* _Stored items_
####################
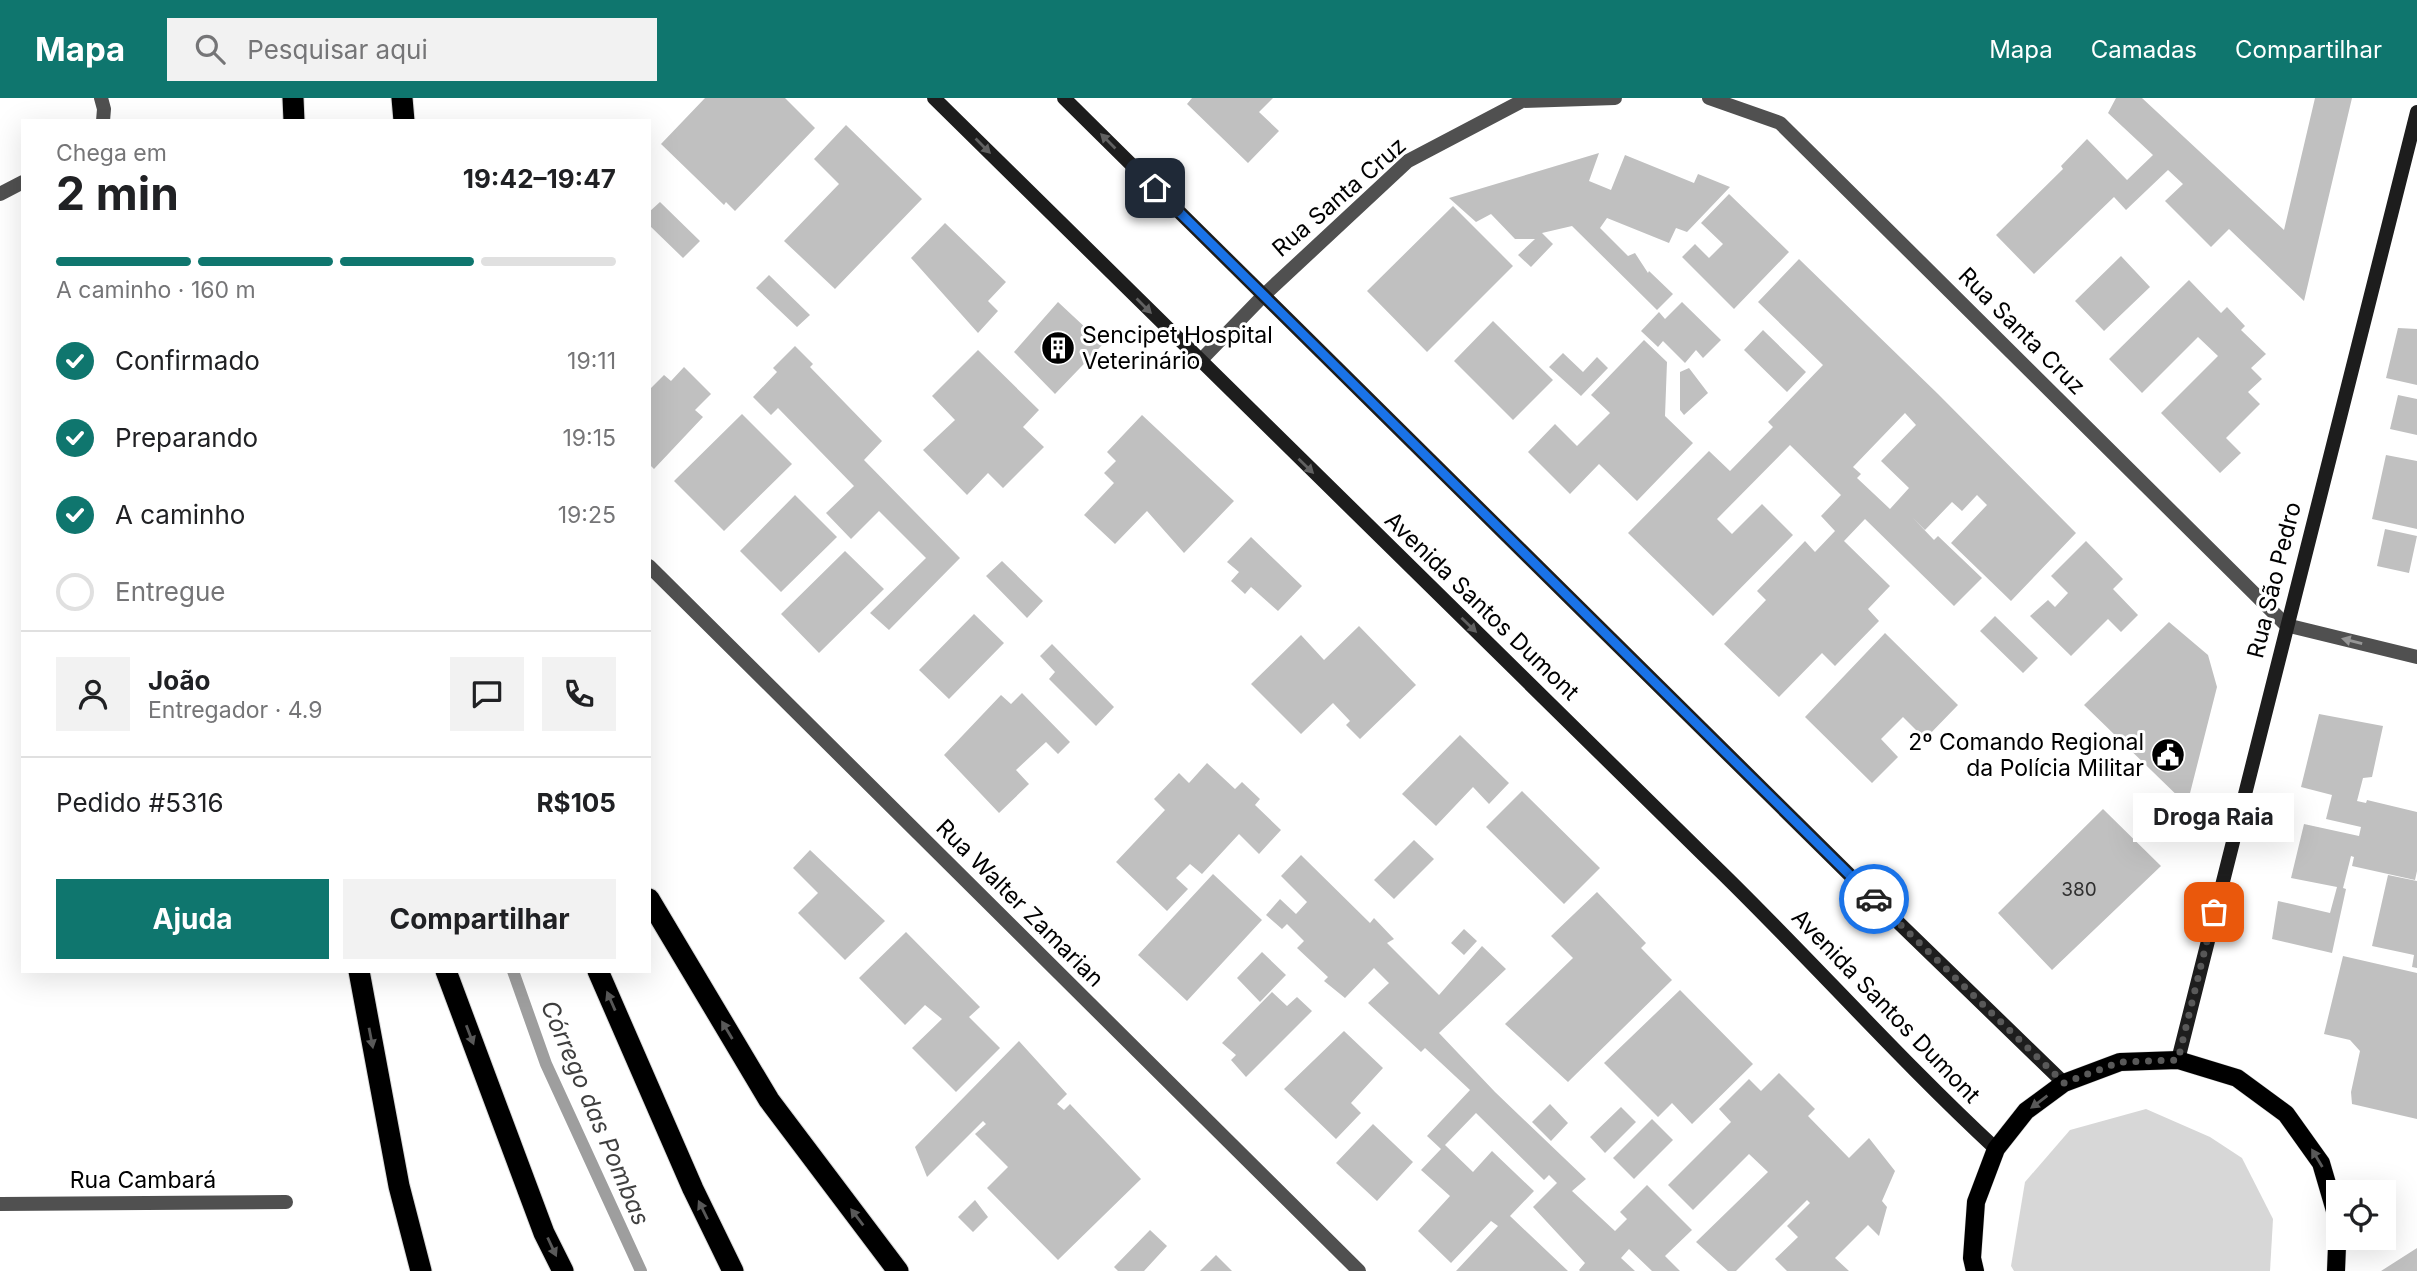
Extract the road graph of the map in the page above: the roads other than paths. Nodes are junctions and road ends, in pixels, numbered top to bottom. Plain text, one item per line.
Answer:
1 (101, 98) edge
2 (293, 98) edge
3 (402, 98) edge
4 (934, 98) edge
5 (1064, 98) edge
6 (1615, 98) edge
7 (1709, 98) edge
8 (2416, 118) edge
9 (103, 119) edge
10 (294, 119) edge
11 (404, 119) edge
12 (21, 183) edge
13 (0, 194) edge
14 (1264, 295) junction
15 (1200, 361) junction
16 (651, 568) edge
17 (2286, 625) junction
18 (2417, 657) edge
19 (651, 902) edge
20 (359, 973) edge
21 (447, 973) edge
22 (599, 973) edge
23 (2178, 1060) junction
24 (2064, 1083) junction
25 (1996, 1149) junction
26 (286, 1202) dead end
27 (0, 1204) edge
28 (421, 1271) edge
29 (563, 1271) edge
30 (733, 1271) edge
31 (898, 1271) edge
32 (1359, 1271) edge
33 (1975, 1271) edge
34 (2336, 1271) edge

1 - 9 street
2 - 10 highway
3 - 11 highway
4 -> 15 main road, Avenida Santos Dumont
14 -> 5 main road
6 - 14 street, Rua Santa Cruz
7 - 17 street, Rua Santa Cruz
8 - 17 main road, Rua São Pedro
12 - 13 street
14 - 15 street, Rua Santa Cruz
14 - 24 main road
15 -> 25 main road, Avenida Santos Dumont
16 - 32 street, Rua Walter Zamarian
18 -> 17 street
17 - 23 main road, Rua São Pedro
31 -> 19 highway
20 -> 28 highway
21 -> 29 highway
30 -> 22 highway
23 - 24 main road
34 -> 23 main road
24 -> 25 main road
25 - 33 main road
26 - 27 street, Rua Cambará

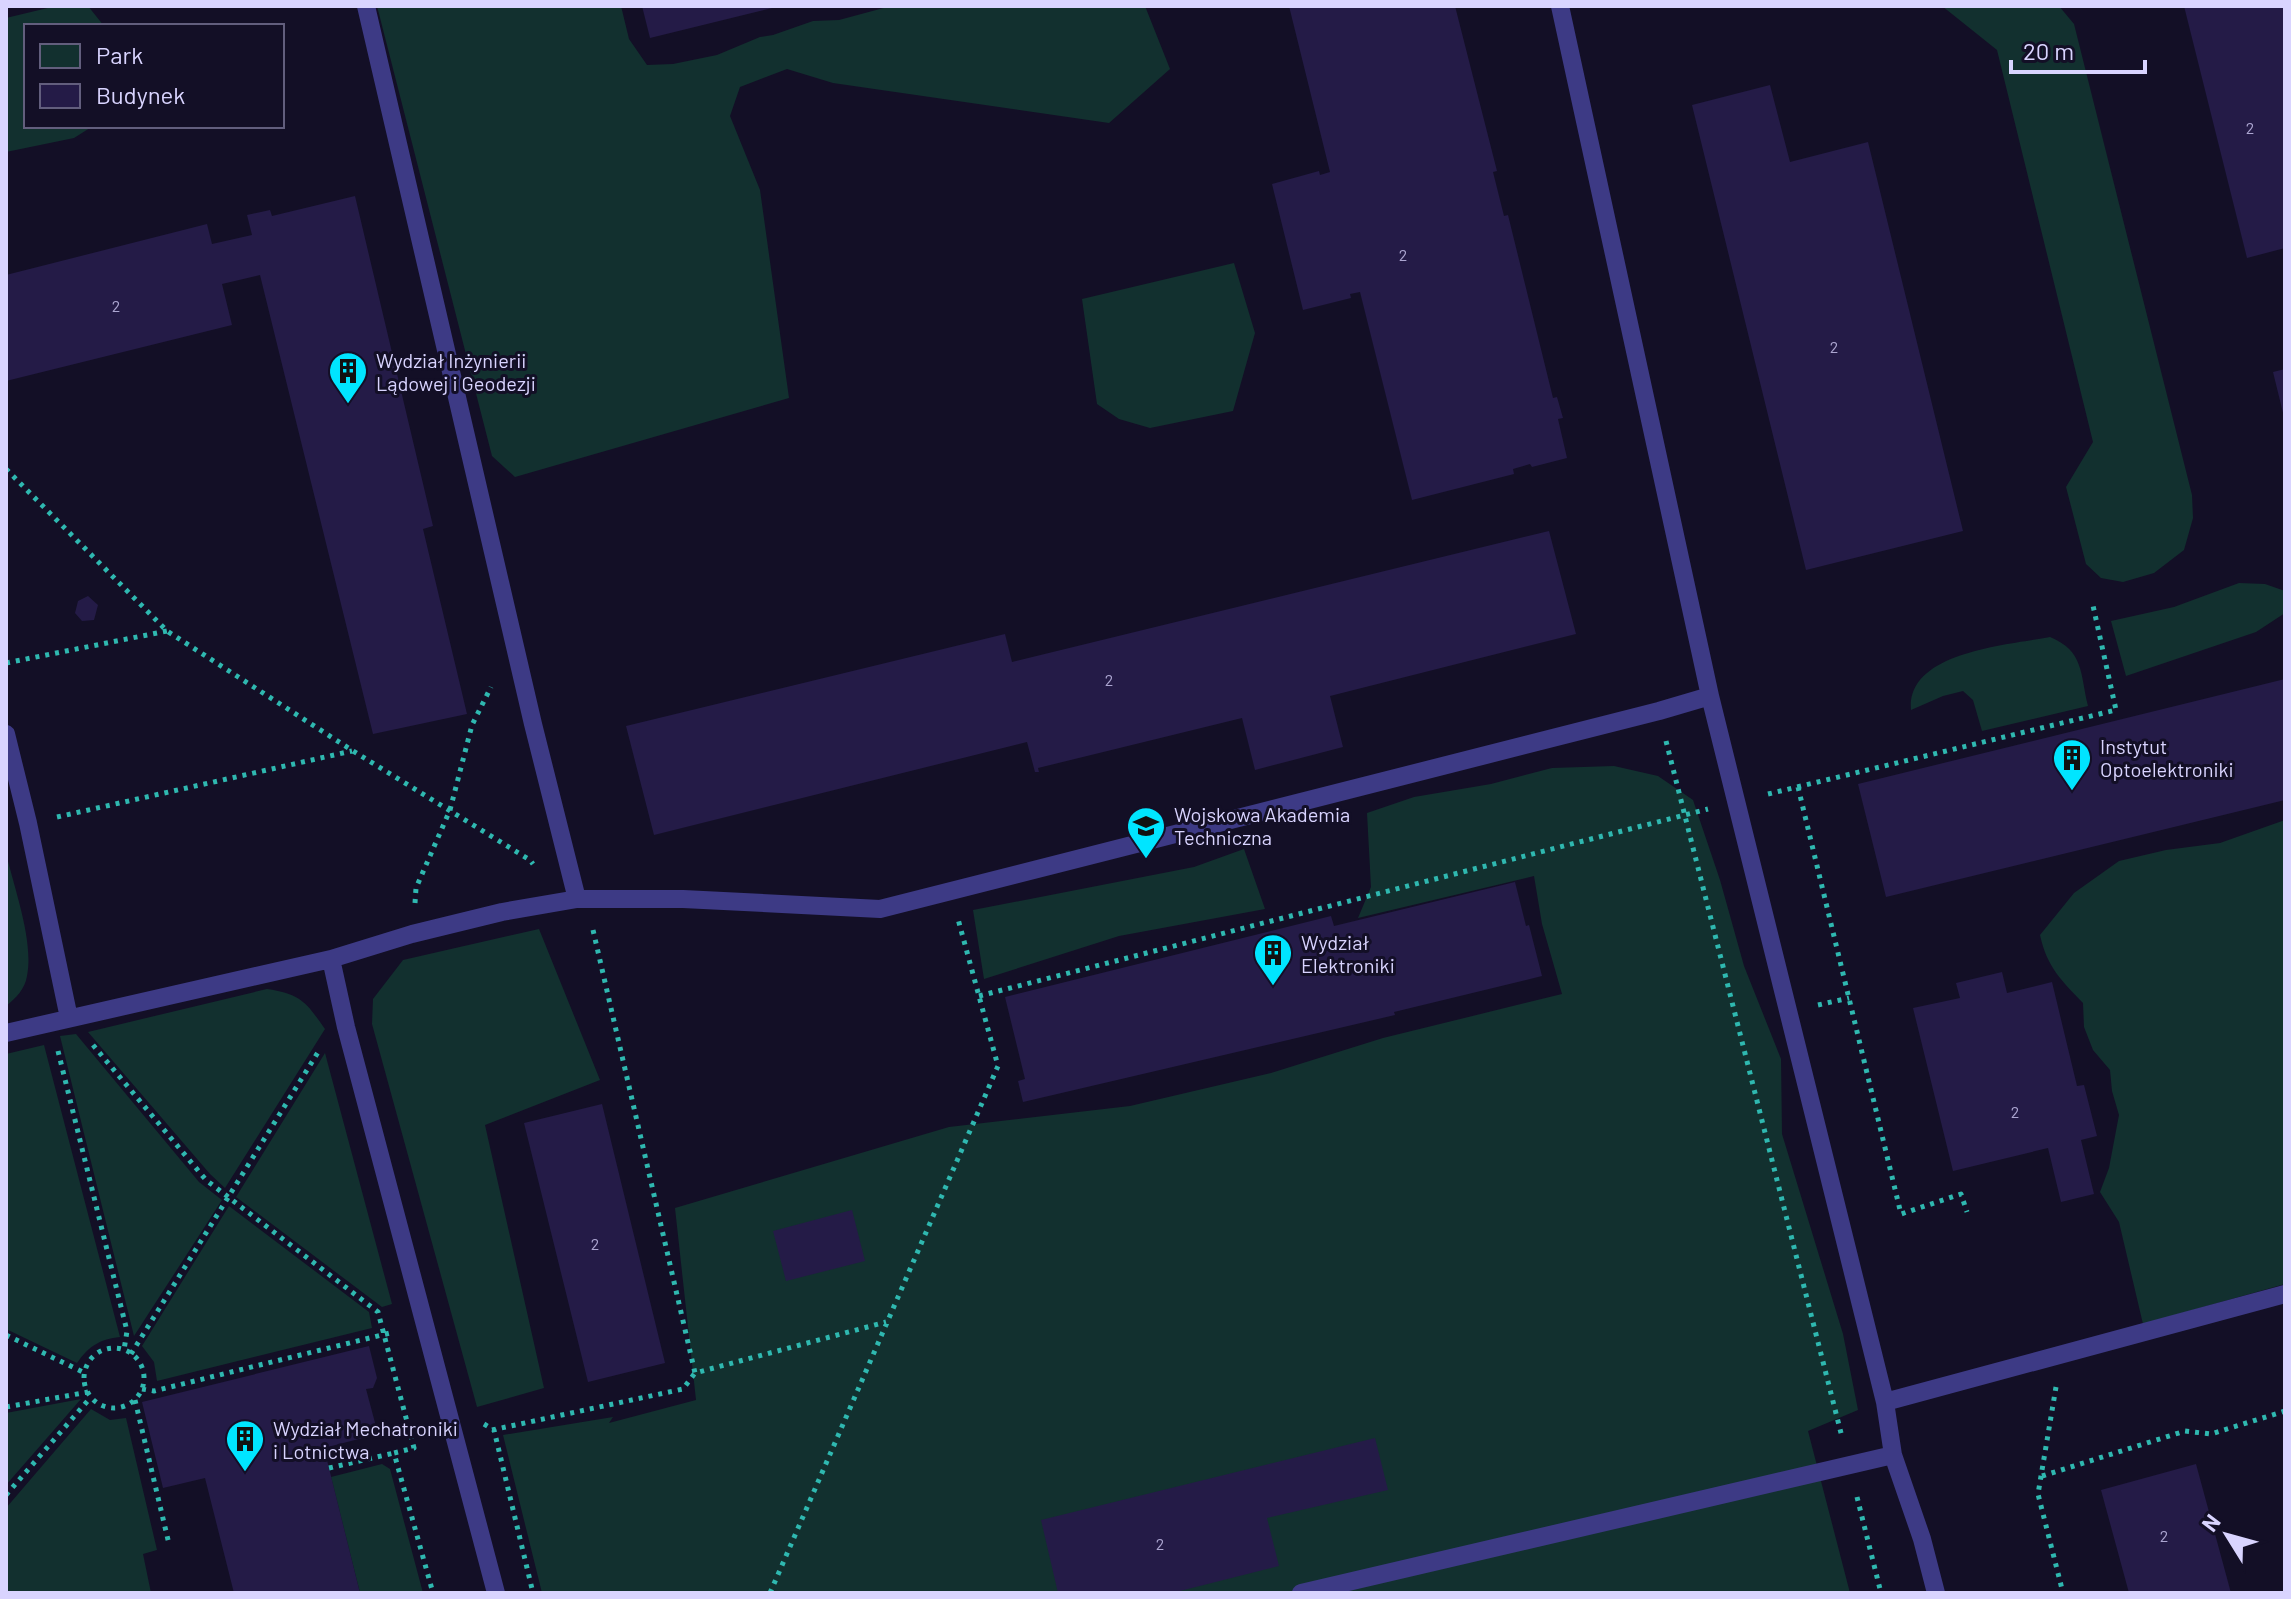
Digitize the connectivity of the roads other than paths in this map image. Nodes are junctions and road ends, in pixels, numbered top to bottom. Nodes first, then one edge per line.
1 (366, 6) edge
2 (1560, 6) edge
3 (1710, 696) junction
4 (6, 734) edge
5 (581, 898) junction
6 (331, 959) junction
7 (67, 1019) junction
8 (6, 1033) edge
9 (2285, 1294) edge
10 (1885, 1402) junction
11 (1893, 1455) junction
12 (496, 1593) edge
13 (1301, 1593) edge
14 (1936, 1593) edge

1 - 5 lane
2 - 3 lane
3 - 5 lane
3 - 10 lane
4 - 7 lane
5 - 6 lane
6 - 7 lane
6 - 12 lane
7 - 8 lane
9 - 10 lane
10 - 11 lane
11 - 13 lane
11 - 14 lane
####################
* _What to produce_
Set down the entries above exactly, and keep every picture out of your copy.

* _Result_
Extract the road graph of the map in the page above: the roads other than paths. Nodes are junctions and road ends, in pixels, numbered top to bottom. Plain text, one item per line.
Answer:
1 (101, 98) edge
2 (293, 98) edge
3 (402, 98) edge
4 (934, 98) edge
5 (1064, 98) edge
6 (1615, 98) edge
7 (1709, 98) edge
8 (2416, 118) edge
9 (103, 119) edge
10 (294, 119) edge
11 (404, 119) edge
12 (21, 183) edge
13 (0, 194) edge
14 (1264, 295) junction
15 (1200, 361) junction
16 (651, 568) edge
17 (2286, 625) junction
18 (2417, 657) edge
19 (651, 902) edge
20 (359, 973) edge
21 (447, 973) edge
22 (599, 973) edge
23 (2178, 1060) junction
24 (2064, 1083) junction
25 (1996, 1149) junction
26 (286, 1202) dead end
27 (0, 1204) edge
28 (421, 1271) edge
29 (563, 1271) edge
30 (733, 1271) edge
31 (898, 1271) edge
32 (1359, 1271) edge
33 (1975, 1271) edge
34 (2336, 1271) edge

1 - 9 street
2 - 10 highway
3 - 11 highway
4 -> 15 main road, Avenida Santos Dumont
14 -> 5 main road
6 - 14 street, Rua Santa Cruz
7 - 17 street, Rua Santa Cruz
8 - 17 main road, Rua São Pedro
12 - 13 street
14 - 15 street, Rua Santa Cruz
14 - 24 main road
15 -> 25 main road, Avenida Santos Dumont
16 - 32 street, Rua Walter Zamarian
18 -> 17 street
17 - 23 main road, Rua São Pedro
31 -> 19 highway
20 -> 28 highway
21 -> 29 highway
30 -> 22 highway
23 - 24 main road
34 -> 23 main road
24 -> 25 main road
25 - 33 main road
26 - 27 street, Rua Cambará

Digitize the connectivity of the roads other than paths in this map image. Nodes are junctions and road ends, in pixels, numbered top to bottom. Nodes first, then one edge per line.
1 (366, 6) edge
2 (1560, 6) edge
3 (1710, 696) junction
4 (6, 734) edge
5 (581, 898) junction
6 (331, 959) junction
7 (67, 1019) junction
8 (6, 1033) edge
9 (2285, 1294) edge
10 (1885, 1402) junction
11 (1893, 1455) junction
12 (496, 1593) edge
13 (1301, 1593) edge
14 (1936, 1593) edge

1 - 5 lane
2 - 3 lane
3 - 5 lane
3 - 10 lane
4 - 7 lane
5 - 6 lane
6 - 7 lane
6 - 12 lane
7 - 8 lane
9 - 10 lane
10 - 11 lane
11 - 13 lane
11 - 14 lane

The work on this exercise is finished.